From the data below, copy out every line in which the word "forest" occurs.

Collected data entries
===

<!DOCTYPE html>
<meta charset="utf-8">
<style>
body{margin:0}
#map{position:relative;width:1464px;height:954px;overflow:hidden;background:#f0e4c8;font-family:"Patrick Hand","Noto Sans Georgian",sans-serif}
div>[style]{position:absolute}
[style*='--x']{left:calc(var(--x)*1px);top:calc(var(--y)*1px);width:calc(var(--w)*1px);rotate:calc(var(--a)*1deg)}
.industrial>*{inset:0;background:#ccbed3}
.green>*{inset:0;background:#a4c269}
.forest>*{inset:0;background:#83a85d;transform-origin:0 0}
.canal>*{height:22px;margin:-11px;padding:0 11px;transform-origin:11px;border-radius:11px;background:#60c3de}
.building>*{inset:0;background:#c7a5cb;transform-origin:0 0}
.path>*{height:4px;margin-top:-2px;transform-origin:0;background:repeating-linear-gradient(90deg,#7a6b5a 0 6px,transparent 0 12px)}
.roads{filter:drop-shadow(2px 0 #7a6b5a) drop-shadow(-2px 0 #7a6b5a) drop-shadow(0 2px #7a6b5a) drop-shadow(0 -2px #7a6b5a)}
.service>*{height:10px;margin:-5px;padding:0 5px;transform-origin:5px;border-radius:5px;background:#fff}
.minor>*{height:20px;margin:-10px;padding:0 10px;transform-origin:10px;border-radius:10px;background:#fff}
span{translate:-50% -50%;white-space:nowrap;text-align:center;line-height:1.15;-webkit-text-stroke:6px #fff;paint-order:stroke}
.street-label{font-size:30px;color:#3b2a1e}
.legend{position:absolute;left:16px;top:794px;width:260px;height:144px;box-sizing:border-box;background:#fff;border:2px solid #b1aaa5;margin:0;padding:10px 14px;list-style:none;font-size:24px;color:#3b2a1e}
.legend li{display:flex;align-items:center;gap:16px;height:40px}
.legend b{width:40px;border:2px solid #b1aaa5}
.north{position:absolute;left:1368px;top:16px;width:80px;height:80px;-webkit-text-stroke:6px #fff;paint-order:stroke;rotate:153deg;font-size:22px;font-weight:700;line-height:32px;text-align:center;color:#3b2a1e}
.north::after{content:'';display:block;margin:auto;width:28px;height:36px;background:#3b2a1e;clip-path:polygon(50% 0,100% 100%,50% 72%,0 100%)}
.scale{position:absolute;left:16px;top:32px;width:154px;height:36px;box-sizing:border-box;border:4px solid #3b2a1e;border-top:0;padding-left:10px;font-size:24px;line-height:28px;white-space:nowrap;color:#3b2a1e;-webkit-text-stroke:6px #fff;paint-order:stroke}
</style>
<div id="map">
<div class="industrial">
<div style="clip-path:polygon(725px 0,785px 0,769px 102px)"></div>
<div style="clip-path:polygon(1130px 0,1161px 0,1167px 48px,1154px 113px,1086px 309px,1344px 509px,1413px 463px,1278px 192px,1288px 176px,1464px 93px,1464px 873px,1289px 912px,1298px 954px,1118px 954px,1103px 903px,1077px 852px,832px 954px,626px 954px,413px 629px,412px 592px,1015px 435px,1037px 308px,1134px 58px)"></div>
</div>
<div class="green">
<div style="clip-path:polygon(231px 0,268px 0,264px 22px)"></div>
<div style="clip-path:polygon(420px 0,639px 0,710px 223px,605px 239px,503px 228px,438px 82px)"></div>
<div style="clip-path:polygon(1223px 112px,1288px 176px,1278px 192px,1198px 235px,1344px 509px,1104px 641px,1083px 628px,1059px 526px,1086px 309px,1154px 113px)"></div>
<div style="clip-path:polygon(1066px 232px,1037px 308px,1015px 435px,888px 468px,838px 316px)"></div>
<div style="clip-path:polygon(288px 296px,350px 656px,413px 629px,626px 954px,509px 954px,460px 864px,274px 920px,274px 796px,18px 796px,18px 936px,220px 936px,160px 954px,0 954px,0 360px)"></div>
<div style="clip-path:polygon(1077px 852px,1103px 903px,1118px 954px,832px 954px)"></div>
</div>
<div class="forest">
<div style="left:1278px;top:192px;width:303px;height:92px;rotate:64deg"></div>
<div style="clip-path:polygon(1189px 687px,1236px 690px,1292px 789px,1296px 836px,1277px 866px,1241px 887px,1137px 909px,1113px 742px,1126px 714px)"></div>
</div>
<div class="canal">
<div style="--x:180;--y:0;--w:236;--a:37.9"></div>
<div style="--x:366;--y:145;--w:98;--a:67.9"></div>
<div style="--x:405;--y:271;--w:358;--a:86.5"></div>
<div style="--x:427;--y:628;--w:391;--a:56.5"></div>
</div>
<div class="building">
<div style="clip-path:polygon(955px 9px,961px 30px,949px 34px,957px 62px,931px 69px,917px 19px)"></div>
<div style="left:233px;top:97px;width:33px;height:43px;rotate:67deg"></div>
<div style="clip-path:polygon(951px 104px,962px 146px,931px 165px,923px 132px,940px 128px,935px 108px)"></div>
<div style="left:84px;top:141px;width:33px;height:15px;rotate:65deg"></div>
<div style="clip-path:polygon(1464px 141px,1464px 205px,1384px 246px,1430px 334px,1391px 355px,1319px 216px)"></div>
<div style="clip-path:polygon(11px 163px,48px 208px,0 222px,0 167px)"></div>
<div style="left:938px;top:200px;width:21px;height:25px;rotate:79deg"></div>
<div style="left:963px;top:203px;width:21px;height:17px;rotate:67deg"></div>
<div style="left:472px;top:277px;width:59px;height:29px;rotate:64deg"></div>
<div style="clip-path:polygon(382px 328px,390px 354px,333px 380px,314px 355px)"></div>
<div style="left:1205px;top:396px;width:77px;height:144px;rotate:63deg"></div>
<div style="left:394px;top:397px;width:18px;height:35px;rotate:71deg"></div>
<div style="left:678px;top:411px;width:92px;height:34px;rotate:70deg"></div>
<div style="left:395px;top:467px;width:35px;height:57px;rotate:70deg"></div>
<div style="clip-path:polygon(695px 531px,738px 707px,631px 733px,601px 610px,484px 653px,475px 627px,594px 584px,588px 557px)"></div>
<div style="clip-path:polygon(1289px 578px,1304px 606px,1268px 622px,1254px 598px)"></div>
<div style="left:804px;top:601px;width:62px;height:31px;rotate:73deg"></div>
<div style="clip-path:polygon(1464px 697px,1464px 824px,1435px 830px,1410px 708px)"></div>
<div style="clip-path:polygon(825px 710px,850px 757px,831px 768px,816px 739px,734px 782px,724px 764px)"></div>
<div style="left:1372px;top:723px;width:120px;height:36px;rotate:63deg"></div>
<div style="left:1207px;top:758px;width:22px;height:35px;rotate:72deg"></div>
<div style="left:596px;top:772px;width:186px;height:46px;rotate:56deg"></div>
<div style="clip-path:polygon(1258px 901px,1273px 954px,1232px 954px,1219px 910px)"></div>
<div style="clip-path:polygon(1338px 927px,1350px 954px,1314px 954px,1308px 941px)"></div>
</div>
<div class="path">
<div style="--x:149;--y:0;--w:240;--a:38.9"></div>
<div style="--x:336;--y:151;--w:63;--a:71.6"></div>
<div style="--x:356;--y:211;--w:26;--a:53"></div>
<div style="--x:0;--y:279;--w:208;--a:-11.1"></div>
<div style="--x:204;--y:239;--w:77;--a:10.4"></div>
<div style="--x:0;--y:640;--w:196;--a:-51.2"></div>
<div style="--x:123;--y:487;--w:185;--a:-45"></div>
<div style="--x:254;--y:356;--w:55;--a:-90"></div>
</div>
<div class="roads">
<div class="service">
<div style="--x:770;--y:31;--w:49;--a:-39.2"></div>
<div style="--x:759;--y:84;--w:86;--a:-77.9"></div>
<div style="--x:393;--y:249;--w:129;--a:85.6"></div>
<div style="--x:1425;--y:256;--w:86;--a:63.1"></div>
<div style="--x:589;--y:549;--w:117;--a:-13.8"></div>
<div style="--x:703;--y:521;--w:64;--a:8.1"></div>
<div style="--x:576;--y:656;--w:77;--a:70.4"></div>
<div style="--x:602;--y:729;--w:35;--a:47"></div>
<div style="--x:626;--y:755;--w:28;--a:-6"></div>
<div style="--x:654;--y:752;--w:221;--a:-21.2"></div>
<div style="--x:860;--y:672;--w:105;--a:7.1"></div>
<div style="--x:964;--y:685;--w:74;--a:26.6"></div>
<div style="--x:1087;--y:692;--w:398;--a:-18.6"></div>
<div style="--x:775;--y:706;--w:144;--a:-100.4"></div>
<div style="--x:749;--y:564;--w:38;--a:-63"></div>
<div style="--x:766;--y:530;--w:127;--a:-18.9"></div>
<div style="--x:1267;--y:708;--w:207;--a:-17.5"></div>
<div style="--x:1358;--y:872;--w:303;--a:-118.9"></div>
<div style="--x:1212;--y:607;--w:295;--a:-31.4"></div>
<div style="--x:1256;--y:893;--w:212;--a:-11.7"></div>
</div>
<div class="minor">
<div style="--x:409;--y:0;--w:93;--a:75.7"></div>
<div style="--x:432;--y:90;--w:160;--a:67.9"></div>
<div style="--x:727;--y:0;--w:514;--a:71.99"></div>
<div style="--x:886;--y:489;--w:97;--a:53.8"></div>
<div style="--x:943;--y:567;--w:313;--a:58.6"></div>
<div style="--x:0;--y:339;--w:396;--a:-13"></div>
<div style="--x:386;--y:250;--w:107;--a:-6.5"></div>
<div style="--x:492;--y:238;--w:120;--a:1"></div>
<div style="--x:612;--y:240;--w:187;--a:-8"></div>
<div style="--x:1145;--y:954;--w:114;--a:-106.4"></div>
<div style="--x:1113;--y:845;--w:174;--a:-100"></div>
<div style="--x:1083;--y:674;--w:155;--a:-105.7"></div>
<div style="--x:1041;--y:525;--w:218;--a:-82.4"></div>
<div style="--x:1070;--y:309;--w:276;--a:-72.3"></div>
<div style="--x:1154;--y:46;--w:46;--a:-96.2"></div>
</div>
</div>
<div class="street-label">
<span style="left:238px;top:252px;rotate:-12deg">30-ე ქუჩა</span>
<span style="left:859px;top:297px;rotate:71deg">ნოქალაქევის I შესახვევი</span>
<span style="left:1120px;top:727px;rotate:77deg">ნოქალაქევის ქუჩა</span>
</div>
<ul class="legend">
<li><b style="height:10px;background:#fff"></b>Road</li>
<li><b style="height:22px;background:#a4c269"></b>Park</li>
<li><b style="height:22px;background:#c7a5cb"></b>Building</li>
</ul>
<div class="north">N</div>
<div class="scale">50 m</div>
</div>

===

Answer to the exercise →
.forest>*{inset:0;background:#83a85d;transform-origin:0 0}
<div class="forest">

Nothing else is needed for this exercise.